Collected data
● ● ● ●

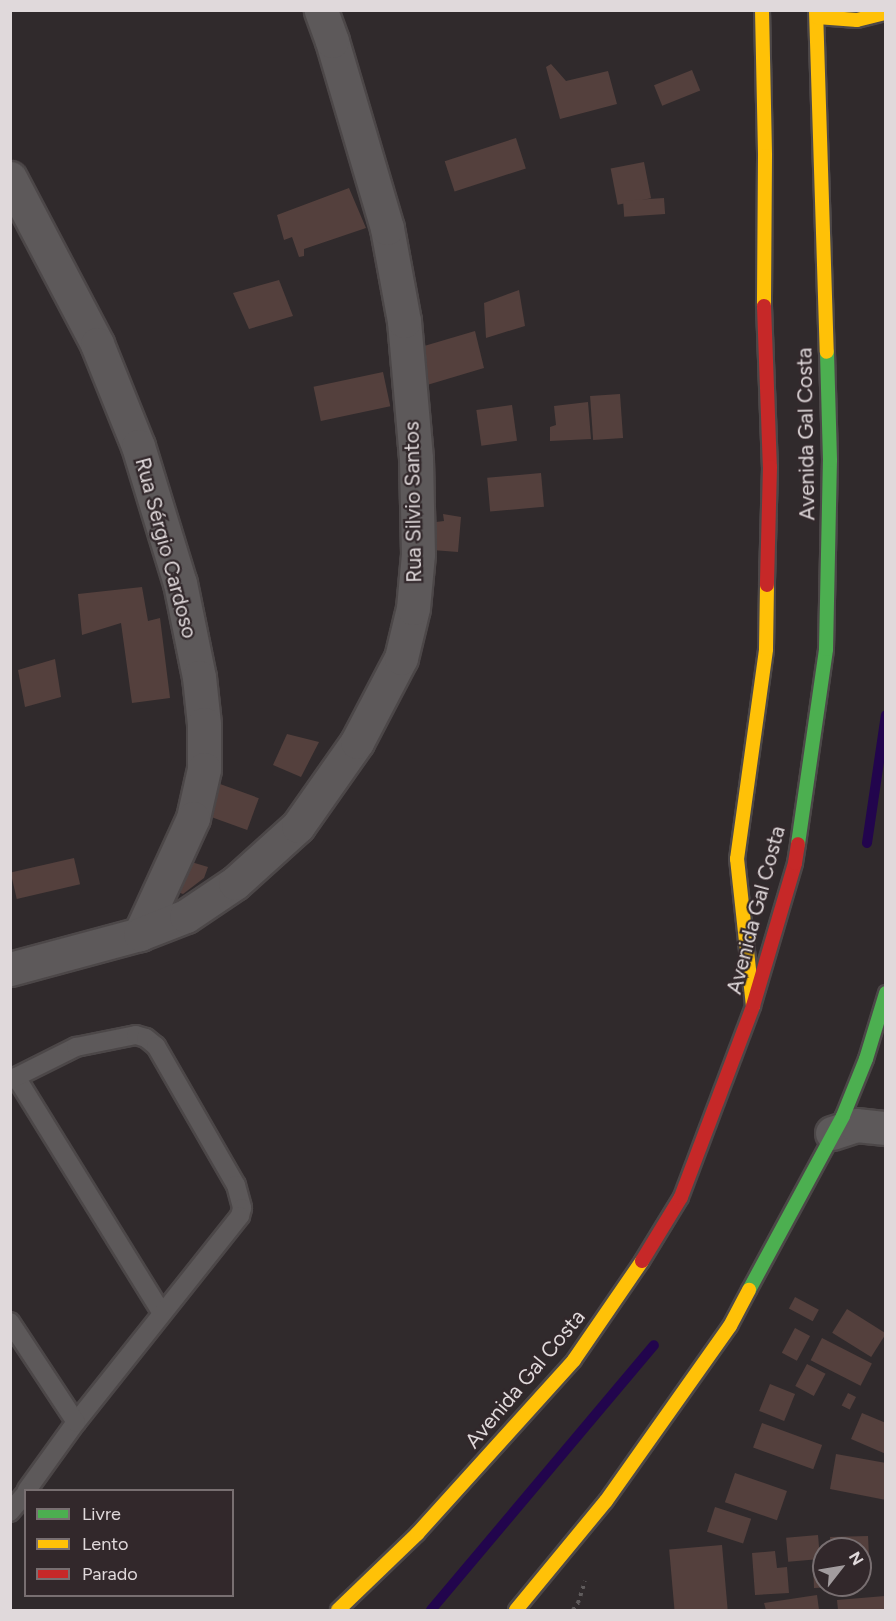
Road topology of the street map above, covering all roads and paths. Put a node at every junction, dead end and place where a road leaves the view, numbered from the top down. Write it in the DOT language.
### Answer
graph roads {
  1 [pos="321,10"];
  2 [pos="762,10"];
  3 [pos="798,10"];
  4 [pos="885,13"];
  5 [pos="817,14"];
  6 [pos="10,178"];
  7 [pos="140,934"];
  8 [pos="10,969"];
  9 [pos="885,993"];
  10 [pos="753,1006"];
  11 [pos="13,1078"];
  12 [pos="885,1128"];
  13 [pos="832,1133"];
  14 [pos="161,1312"];
  15 [pos="10,1322"];
  16 [pos="76,1422"];
  17 [pos="28,1489"];
  18 [pos="24,1494"];
  19 [pos="10,1512"];
  20 [pos="338,1611"];
  21 [pos="516,1611"];
  1 -- 7 [label="street, Rua Silvio Santos"];
  2 -- 10 [label="main road"];
  3 -- 5 [label="main road"];
  4 -- 5 [label="main road"];
  5 -- 10 [label="main road, Avenida Gal Costa"];
  6 -- 7 [label="street, Rua Sérgio Cardoso"];
  7 -- 8 [label="street, Rua Silvio Santos"];
  9 -- 13 [label="main road"];
  10 -- 20 [label="main road, Avenida Gal Costa"];
  11 -- 14 [label="lane"];
  11 -- 14 [label="lane"];
  12 -- 13 [label="street"];
  13 -- 21 [label="main road"];
  14 -- 16 [label="lane"];
  15 -- 16 [label="lane"];
  16 -- 17 [label="lane"];
  18 -- 19 [label="lane"];
}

● ● ● ●

**PROMPT**
Although the records hold pictures, return only what remains, word for word.

**EXERCISE SOLUTION**
Road topology of the street map above, covering all roads and paths. Put a node at every junction, dead end and place where a road leaves the view, numbered from the top down. Write it in the DOT language.
### Answer
graph roads {
  1 [pos="321,10"];
  2 [pos="762,10"];
  3 [pos="798,10"];
  4 [pos="885,13"];
  5 [pos="817,14"];
  6 [pos="10,178"];
  7 [pos="140,934"];
  8 [pos="10,969"];
  9 [pos="885,993"];
  10 [pos="753,1006"];
  11 [pos="13,1078"];
  12 [pos="885,1128"];
  13 [pos="832,1133"];
  14 [pos="161,1312"];
  15 [pos="10,1322"];
  16 [pos="76,1422"];
  17 [pos="28,1489"];
  18 [pos="24,1494"];
  19 [pos="10,1512"];
  20 [pos="338,1611"];
  21 [pos="516,1611"];
  1 -- 7 [label="street, Rua Silvio Santos"];
  2 -- 10 [label="main road"];
  3 -- 5 [label="main road"];
  4 -- 5 [label="main road"];
  5 -- 10 [label="main road, Avenida Gal Costa"];
  6 -- 7 [label="street, Rua Sérgio Cardoso"];
  7 -- 8 [label="street, Rua Silvio Santos"];
  9 -- 13 [label="main road"];
  10 -- 20 [label="main road, Avenida Gal Costa"];
  11 -- 14 [label="lane"];
  11 -- 14 [label="lane"];
  12 -- 13 [label="street"];
  13 -- 21 [label="main road"];
  14 -- 16 [label="lane"];
  15 -- 16 [label="lane"];
  16 -- 17 [label="lane"];
  18 -- 19 [label="lane"];
}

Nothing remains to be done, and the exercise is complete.